Starting from 25 July 2015, Freeport Indonesia’s exports were suspended as the company failed to obtain an extension from Indonesia’s Ministry of Energy and Mineral Resources. The ministry refused to grant the extension as Freeport Indonesia is yet to submit a smelter project work plan and so far only transferred USD $115 million for the establishment of the processing plant while the government had requested 60 percent (approx. USD $170 million) of the total expected required funding as a sign of commitment to construct the smelter.
The construction of smelting facilities is part of Indonesia’s 2009 New Mining law. This new law includes the ban on exports of unprocessed minerals (which came into effect in January 2014), instead requiring Indonesian mining companies to process and refine their mining output domestically (before export is allowed). However, certain miners (including Freeport Indonesia and Newmont Nusa Tenggara) were allowed to resume mineral ore exports after a series of renegotiations with the government. In exchange for a six-month permit to resume copper concentrate exports, Freeport Indonesia has had to pay higher taxes and royalties as well as to start construction of domestic smelting facilities. Each six months, Freeport Indonesia needs to show progress it made with the construction of the smelter before a new export license is issued.
Bambang Gatot Ariyono, Coal & Mineral Director General at the Energy and Mineral Resources Ministry, stated that a new permit will be given to Freeport Indonesia provided that the miner complies with the government’s demands.

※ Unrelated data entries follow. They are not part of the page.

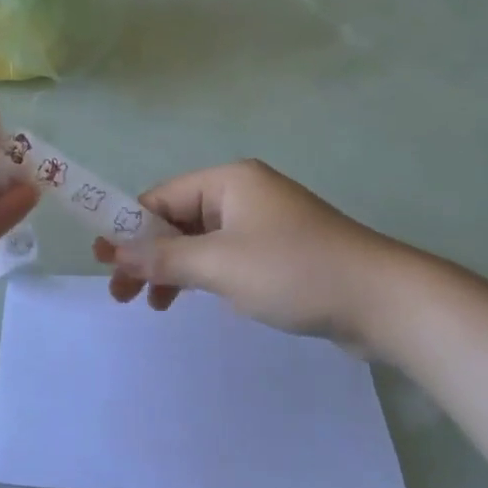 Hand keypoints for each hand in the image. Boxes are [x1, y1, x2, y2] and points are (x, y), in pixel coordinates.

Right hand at [91, 160, 422, 355]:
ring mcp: (265, 222)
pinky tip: (203, 300)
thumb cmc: (294, 271)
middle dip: (150, 254)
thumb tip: (114, 251)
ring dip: (177, 270)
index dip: (129, 227)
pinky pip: (229, 256)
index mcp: (228, 180)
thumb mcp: (221, 265)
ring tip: (157, 306)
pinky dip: (208, 276)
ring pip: (203, 241)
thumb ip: (164, 258)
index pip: (162, 198)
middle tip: (123, 295)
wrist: (384, 301)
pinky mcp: (282, 251)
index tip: (104, 262)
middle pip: (180, 219)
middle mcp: (244, 193)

Another Fatal Accident at the Grasberg Mine
Unrelated to the above story, Indonesian news agency Tempo reported that a Freeport Indonesia worker died after falling off a conveyor belt on Saturday (25/07) at the Grasberg mine. There have been a number of fatal accidents at the Grasberg mine which indicate a lack of sufficient safety standards. In September 2014 four workers died due to a truck collision. In May 2013, 28 workers died after a tunnel collapsed.